##### INFORMATION PROVIDED
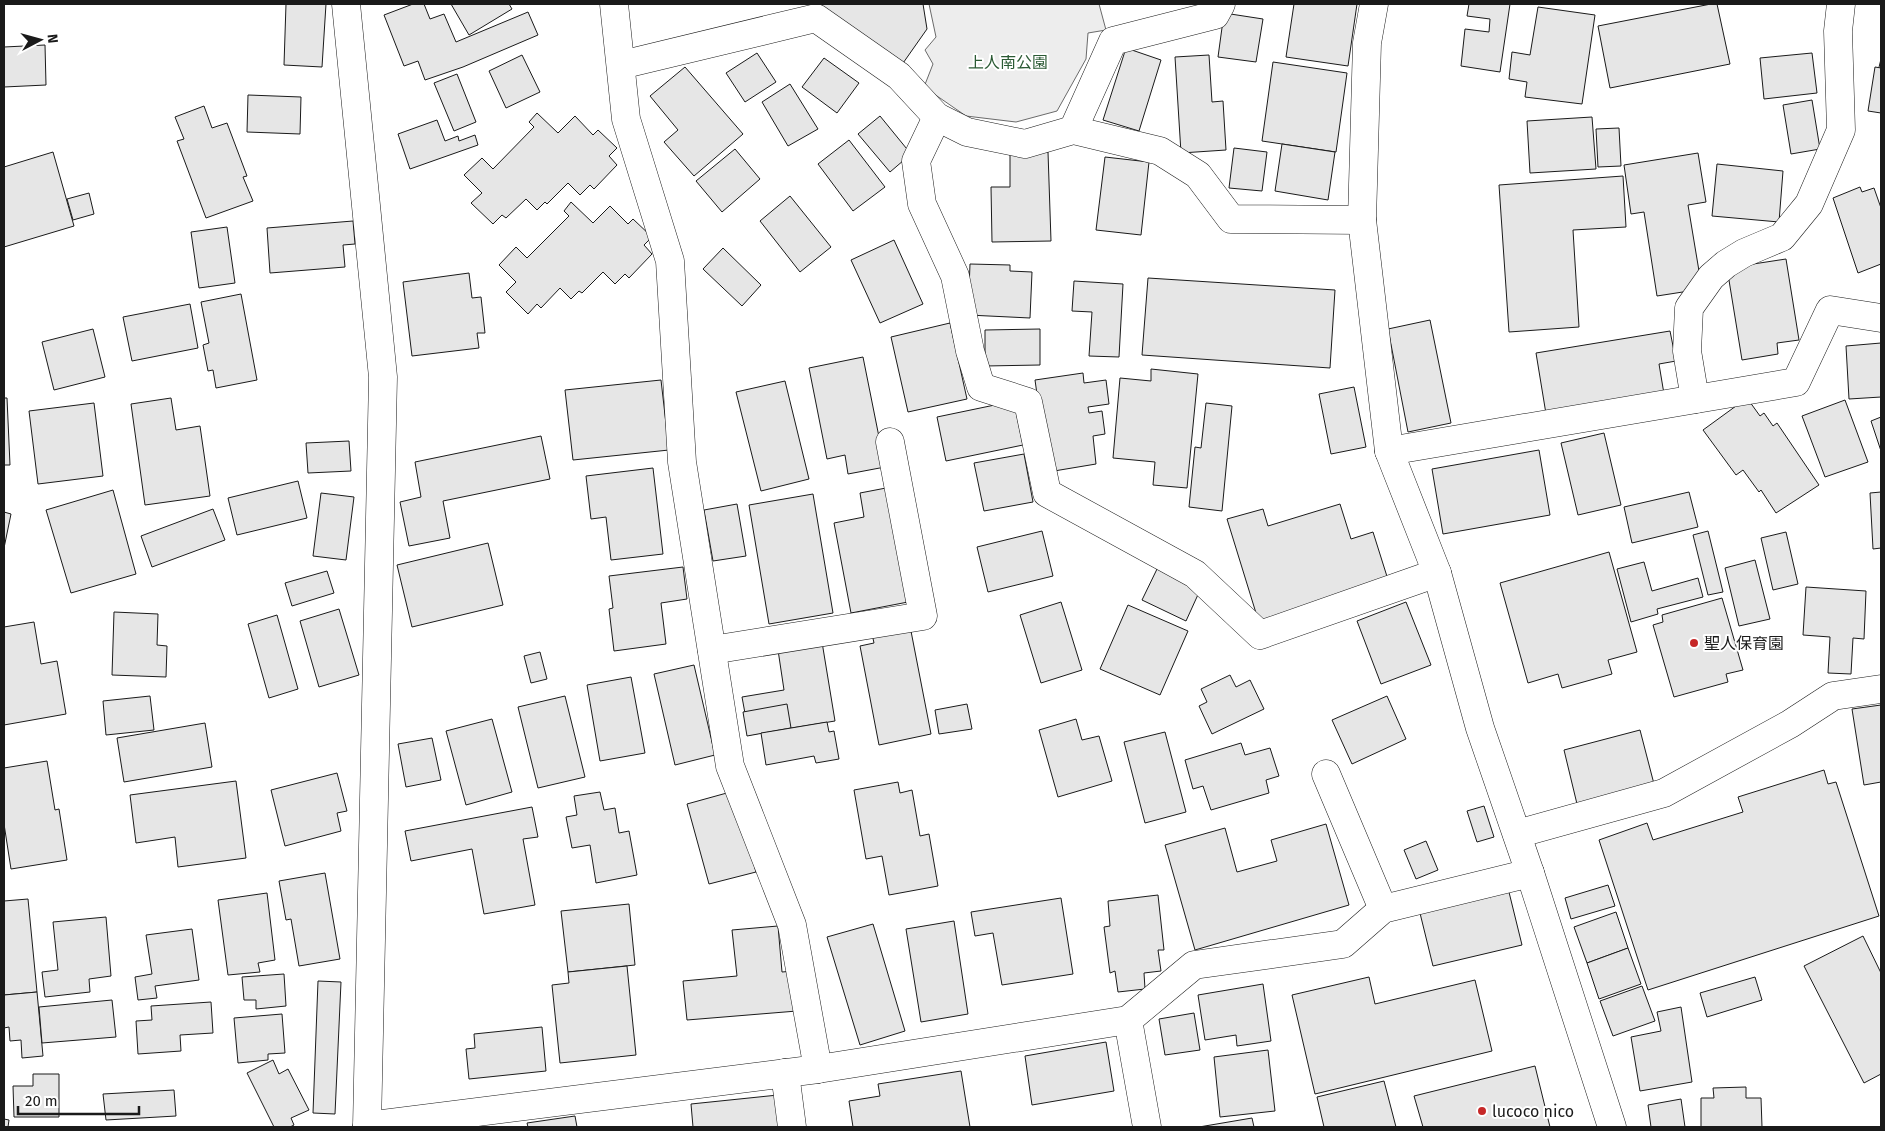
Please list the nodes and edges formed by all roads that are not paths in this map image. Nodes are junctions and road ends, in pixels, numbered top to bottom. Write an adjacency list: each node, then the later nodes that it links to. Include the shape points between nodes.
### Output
1 (346, 4): 24 (street, via 383,377)
2 (614, 4): 6 (street)
3 (1221, 4): 8 (street, via 1215,16 1114,41)
4 (1374, 4): 9 (street, via 1367,43)
5 (1841, 4): 11 (street, via 1838,31 1841,130 1809,204 1782,237 1726,264 1689,308 1687,350)
6 (621, 65): 7 (street, via 816,18 899,76); 15 (street, via 626,119 670,261 682,462)
7 (937, 117): 8 (street, via 967,132 1025,144); 14 (street, via 916,161 922,204 955,276 981,387 1028,402 1047,493 1194,574 1260,634)
8 (1074, 130): 9 (street, via 1160,151 1198,175 1231,219)
9 (1362, 220): 13 (street)
10 (1881, 318): 11 (street, via 1830,310 1796,382)
11 (1695, 399): 13 (street)
12 (890, 442): 15 (street, via 923,616)
13 (1389, 450): 14 (street)
14 (1437, 573): 18 (street, via 1480,728)
15 (712, 650): 22 (street, via 730,766 792,925)
16 (1881, 689): 18 (street, via 1833,696 1790,724 1664,793)
17 (1326, 774): 20 (street)
18 (1517, 834): 19 (street)
19 (1530, 873): 20 (street); 27 (street)
20 (1383, 908): 21 (street, via 1343,944 1194,965)
21 (1128, 1020): 22 (street); 26 (street)
22 (818, 1068): 23 (street)
23 (785, 1073): 24 (street); 25 (street)
24 (367, 1127)
25 (792, 1127)
26 (1147, 1127)
27 (1612, 1127)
##########
### WHAT TO PRODUCE:
Everything but the pictures is needed: copy the data above exactly.

### ANSWER:
Please list the nodes and edges formed by all roads that are not paths in this map image. Nodes are junctions and road ends, in pixels, numbered top to bottom. Write an adjacency list: each node, then the later nodes that it links to. Include the shape points between nodes.
### Output
1 (346, 4): 24 (street, via 383,377)
2 (614, 4): 6 (street)
3 (1221, 4): 8 (street, via 1215,16 1114,41)
4 (1374, 4): 9 (street, via 1367,43)
5 (1841, 4): 11 (street, via 1838,31 1841,130 1809,204 1782,237 1726,264 1689,308 1687,350)
6 (621, 65): 7 (street, via 816,18 899,76); 15 (street, via 626,119 670,261 682,462)
7 (937, 117): 8 (street, via 967,132 1025,144); 14 (street, via 916,161 922,204 955,276 981,387 1028,402 1047,493 1194,574 1260,634)
8 (1074, 130): 9 (street, via 1160,151 1198,175 1231,219)
9 (1362, 220): 13 (street)
10 (1881, 318): 11 (street, via 1830,310 1796,382)
11 (1695, 399): 13 (street)
12 (890, 442): 15 (street, via 923,616)
13 (1389, 450): 14 (street)
14 (1437, 573): 18 (street, via 1480,728)
15 (712, 650): 22 (street, via 730,766 792,925)
16 (1881, 689): 18 (street, via 1833,696 1790,724 1664,793)
17 (1326, 774): 20 (street)
18 (1517, 834): 19 (street)
19 (1530, 873): 20 (street); 27 (street)
20 (1383, 908): 21 (street, via 1343,944 1194,965)
21 (1128, 1020): 22 (street); 26 (street)
22 (818, 1068): 23 (street)
23 (785, 1073): 24 (street); 25 (street)
24 (367, 1127)
25 (792, 1127)
26 (1147, 1127)
27 (1612, 1127)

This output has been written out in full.